L’appartement de Joanne se trouvait au troisième étage d’un petit hôtel local qui prenait des clients à long terme aussi bien que des voyageurs de passage. Joanne l’avait choisi parce qu’il se trouvait côté parc, et que le loyer pour toute une année académique lui paraissait largement dans ses moyens. Il n’y avait qu’un seul appartement au troisième, une seule chambre à coucher avec salle de bains, une cuisinette dans un coin du salon et un balcon. C’était le seul balcon de ce côté de l’immeuble qui avait vue sur le parc. De l’extérieur, il donnait un aspect très singulier à l’architecture de l’ensemble. Comme s’il avait été plus tard ajouté au bâtiment. Même pas au milieu de la façade. Etrange. On aurait dit plutôt une cache de chasseur. Pour épier des bêtes sauvages. Peut-être d’ailleurs avait-il été construit pour cela. Le bâtiment autrefois avait été l’ancienne résidence du Directeur des Jardins Zoologiques, à l’époque où le parc était le zoo et la maison de thé, l’enclos des pandas. C’était avant que la révolution culturelle ait mis tout à l’envers. Maintenant c’était un petit hôtel retiré du brouhaha de la rue, avec jardin intérieur.

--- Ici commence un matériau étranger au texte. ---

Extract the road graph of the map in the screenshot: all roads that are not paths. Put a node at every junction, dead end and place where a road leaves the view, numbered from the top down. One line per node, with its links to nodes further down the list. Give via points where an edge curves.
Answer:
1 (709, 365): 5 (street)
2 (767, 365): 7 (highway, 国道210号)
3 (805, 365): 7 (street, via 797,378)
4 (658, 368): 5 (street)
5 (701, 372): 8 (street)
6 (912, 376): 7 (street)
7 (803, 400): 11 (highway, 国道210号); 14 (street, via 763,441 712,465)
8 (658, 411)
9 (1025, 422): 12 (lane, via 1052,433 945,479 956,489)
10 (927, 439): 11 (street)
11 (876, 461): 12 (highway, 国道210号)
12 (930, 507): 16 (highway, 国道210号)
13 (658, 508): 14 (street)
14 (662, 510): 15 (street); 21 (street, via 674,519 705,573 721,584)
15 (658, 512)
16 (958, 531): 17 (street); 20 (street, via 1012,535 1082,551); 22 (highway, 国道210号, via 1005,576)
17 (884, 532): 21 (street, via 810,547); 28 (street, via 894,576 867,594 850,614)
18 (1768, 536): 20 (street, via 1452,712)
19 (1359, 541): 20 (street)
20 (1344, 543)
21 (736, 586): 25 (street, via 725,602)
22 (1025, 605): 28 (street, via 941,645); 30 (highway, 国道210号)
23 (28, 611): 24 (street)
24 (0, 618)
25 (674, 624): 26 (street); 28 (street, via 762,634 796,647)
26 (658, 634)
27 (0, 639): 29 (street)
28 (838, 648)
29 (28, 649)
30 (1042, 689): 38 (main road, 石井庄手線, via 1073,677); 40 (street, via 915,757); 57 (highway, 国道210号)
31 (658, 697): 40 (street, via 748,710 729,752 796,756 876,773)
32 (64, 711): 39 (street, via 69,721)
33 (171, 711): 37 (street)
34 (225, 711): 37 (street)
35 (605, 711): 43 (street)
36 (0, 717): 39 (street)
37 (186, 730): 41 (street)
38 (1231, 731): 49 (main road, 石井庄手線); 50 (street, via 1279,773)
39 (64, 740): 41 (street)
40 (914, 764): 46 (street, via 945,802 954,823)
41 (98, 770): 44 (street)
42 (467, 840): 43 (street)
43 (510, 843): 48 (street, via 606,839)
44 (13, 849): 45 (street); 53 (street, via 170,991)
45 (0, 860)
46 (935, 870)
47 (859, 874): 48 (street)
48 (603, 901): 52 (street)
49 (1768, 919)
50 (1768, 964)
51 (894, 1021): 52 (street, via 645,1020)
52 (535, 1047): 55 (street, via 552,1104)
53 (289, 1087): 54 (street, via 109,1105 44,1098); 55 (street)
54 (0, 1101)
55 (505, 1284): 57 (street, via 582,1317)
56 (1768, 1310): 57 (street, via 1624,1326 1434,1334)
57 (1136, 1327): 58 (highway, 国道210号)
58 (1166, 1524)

Pour accéder au parc il fallait d’abord passer par le jardin, atteindre les grilles de la grande porte d’entrée, et sortir du complexe. Il y avait comme d’habitude un des gardiens en uniforme bleu stationné là, prenant sa fonction à son tour, pour empêcher les importuns de pénétrer dans les lieux.

C’était toujours la même salutation. Pas vraiment une question. Bien que Joanne se sentît obligée de répondre à chaque fois. Et de répondre la vérité. Elle aurait pu dire n’importe quoi cependant. Le gardien ressemblait (ils se ressemblaient tous d’ailleurs), aux soldats des statues de l’époque Mao. Visage figé, menton et front poussés en avant, pas de sourire aux lèvres. Mais quand Joanne, « la dame française de l’appartement à côté du parc’ » passait, le visage de pierre du gardien se transformait toujours en sourire. Il n’essayait jamais de comprendre ce qu’elle disait, ne l’écoutait peut-être même pas. Elle était presque sure qu’il devait penser qu’elle lui parlait en français. Elle se demandait parfois, au cas où un jour elle disparaîtrait, si jamais le gardien en fonction ce jour-là, se souviendrait de ses dernières paroles.

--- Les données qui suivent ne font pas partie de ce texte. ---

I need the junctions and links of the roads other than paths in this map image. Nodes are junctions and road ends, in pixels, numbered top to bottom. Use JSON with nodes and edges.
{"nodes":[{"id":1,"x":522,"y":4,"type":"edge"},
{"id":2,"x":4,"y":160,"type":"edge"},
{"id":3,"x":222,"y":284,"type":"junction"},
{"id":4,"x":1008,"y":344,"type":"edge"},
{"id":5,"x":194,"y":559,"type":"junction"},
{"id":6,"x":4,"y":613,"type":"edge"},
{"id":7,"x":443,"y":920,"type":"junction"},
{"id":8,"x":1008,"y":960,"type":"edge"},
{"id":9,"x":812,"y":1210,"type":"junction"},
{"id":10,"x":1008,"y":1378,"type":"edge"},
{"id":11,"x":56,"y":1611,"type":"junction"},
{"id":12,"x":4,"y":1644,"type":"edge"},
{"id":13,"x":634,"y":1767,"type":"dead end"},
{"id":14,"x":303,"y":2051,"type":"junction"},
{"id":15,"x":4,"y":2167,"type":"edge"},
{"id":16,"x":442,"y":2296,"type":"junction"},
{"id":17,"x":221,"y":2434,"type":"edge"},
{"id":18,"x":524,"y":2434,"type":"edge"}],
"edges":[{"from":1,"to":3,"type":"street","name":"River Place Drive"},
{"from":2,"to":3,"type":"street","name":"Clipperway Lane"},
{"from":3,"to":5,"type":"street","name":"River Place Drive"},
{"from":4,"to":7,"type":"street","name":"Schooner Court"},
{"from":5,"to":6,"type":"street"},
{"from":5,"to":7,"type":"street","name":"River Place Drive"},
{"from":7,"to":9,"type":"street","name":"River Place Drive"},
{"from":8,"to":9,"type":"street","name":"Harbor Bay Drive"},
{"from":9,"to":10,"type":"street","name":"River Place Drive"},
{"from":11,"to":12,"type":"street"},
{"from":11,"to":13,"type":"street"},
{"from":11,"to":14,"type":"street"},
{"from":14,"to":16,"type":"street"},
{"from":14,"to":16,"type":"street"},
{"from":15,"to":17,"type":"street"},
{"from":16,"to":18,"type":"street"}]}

-Oui, je vais flâner dans le parc.

-Ah bon.

-Oui, je vais sauter dans la rivière et nager jusqu’à Chongqing.

-Ah bon.

Il était simplement content qu’elle lui parle. Beaucoup d’autres résidents passaient tête en l’air, et le visage de la statue restait figé.

Une fois dans la rue elle suivit le trottoir qui longeait le mur du Parc aux Mille Fleurs jusqu’au pont et sans traverser la rivière, ni sauter dedans, elle alla vers l’entrée du parc, de l’autre coté d’un parking destiné au gens qui arrivaient dans le quartier en voiture ou à bicyclette. Deux énormes portes en bois, peintes en rouge, ouvertes tous les matins a six heures précises et fermées a minuit non moins précis, accueillaient les visiteurs. Ce parc était parmi ceux de la ville qui n’imposaient pas de tarif d’entrée et rassemblaient toutes sortes de gens. Sa maison de thé, située à l’intérieur, entre la rivière et le petit étang, était ouverte du matin au soir. Lieu célèbre, la maison de thé était toujours pleine de clients.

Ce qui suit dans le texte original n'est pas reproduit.